Such a theory of phonology, rather than merely providing a specification of parameters that some (yet unimagined) production and perception implementational systems are supposed to carry out in real time, a dynamical description will show (or at least suggest) just how such phonological objects could be both produced and perceived. Obviously it will be a challenging task to develop a theory of phonology along these lines. But it seems clear that this is where the future of our discipline lies.
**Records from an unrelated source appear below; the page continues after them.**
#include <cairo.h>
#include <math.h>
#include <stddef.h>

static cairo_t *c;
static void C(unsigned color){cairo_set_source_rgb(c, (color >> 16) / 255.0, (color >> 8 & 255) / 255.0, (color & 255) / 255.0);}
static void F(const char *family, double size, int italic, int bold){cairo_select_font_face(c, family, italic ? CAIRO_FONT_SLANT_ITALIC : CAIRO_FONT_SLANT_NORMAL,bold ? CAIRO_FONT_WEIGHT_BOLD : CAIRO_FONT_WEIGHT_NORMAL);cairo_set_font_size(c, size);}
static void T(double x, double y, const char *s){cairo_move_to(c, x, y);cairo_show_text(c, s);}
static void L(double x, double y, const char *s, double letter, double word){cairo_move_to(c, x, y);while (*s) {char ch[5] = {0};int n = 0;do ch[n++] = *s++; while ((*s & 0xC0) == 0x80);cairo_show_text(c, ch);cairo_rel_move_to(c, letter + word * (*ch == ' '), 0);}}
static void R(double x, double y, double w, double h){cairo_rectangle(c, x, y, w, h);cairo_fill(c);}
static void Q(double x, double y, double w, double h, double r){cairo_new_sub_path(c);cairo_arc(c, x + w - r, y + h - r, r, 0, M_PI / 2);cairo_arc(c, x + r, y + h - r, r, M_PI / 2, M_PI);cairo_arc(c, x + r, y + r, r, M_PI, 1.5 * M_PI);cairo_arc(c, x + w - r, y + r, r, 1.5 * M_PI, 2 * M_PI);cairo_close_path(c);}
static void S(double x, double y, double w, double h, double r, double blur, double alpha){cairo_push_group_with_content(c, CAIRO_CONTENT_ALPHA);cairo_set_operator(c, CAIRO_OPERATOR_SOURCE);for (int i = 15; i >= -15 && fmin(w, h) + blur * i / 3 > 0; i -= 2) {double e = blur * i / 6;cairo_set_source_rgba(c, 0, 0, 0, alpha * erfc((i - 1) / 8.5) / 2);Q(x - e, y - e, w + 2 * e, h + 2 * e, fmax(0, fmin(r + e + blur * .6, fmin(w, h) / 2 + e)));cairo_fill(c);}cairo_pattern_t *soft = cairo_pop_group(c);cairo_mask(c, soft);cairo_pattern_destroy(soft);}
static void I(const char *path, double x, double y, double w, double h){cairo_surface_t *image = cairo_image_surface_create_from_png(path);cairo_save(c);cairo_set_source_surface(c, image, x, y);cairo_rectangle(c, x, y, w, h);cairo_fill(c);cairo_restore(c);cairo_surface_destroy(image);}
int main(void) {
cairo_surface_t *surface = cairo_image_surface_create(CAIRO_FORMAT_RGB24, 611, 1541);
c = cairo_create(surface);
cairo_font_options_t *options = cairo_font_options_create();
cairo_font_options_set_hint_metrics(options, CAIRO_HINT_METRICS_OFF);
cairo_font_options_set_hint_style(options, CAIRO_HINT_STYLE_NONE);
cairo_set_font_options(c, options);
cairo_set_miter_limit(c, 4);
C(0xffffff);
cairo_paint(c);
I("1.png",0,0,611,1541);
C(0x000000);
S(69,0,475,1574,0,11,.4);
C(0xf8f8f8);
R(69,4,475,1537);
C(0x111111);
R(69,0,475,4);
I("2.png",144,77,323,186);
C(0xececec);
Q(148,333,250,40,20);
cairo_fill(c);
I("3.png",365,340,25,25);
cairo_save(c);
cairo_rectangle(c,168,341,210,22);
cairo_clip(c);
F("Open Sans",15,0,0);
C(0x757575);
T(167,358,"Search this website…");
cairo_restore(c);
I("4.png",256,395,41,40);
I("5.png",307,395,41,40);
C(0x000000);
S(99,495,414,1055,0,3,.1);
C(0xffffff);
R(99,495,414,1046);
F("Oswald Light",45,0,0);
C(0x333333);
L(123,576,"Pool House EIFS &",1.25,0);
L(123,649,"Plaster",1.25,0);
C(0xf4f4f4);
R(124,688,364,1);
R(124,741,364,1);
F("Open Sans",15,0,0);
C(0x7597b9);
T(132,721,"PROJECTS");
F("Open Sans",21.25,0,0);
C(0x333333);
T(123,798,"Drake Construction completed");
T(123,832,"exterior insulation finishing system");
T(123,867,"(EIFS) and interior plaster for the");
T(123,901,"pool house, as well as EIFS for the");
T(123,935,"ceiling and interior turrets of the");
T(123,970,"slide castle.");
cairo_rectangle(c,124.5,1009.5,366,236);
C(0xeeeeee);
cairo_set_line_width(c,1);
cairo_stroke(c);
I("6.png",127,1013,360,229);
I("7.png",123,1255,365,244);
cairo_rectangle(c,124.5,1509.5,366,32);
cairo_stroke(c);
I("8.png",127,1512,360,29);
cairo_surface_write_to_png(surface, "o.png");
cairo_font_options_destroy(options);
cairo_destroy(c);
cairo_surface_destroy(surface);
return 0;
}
The theory of language must show at least how abstract linguistic structures that are invariant across a community of speakers as well as between production and perception could be created as stable `morphs' of a community of speaker-hearers [Port, 1986].

Conclusions

This essay began to answer a straightforward question, one that appeared to be primarily about mere facts. But I wanted to provide a good answer to AMRs worthy question about the serious implications of incomplete neutralization rules. There are two main conclusions to be drawn from this discussion.

First, the lack of complete neutralization of syllable-final voicing in German is a real phenomenon. It has been observed many times. There appear to be several `sounds' here produced and perceived with only a moderate degree of distinctiveness. But whether they are the same or different depends on how you ask the question. The American English flapping situation is another similar example. There are others as well, such as the near neutralization of pairs like prints-prince in American English [Fourakis and Port, 1986]. As for other proposed cases in Polish and Catalan, etc, I am not in a position to make bold claims. Nor am I certain, in a dialect exhibiting an incomplete neutralization, that all speakers will necessarily show the effect. Speaker idiosyncrasy seems a possibility here. After all, who is likely to notice which way a particular speaker implements the `neutralization'?

Secondly, I agree completely with AMR that this effect is similar to other instances of the `near-merger' of a contrast (Labov and Steiner, 1972) and the gradual reduction of contrasts under `weakening' and `fast speech' etc. But more sweepingly, it seems that 50 years of experimental phonetics research on speech production, speech motor control, speech perception and descriptive phonetics have shown repeatedly that human speech sounds tend to distribute themselves rather smoothly over a wide range of variables. The incomplete neutralization result is just one particularly vivid and carefully studied example in a great mass of data supporting continuous phonetics over discrete phonetics.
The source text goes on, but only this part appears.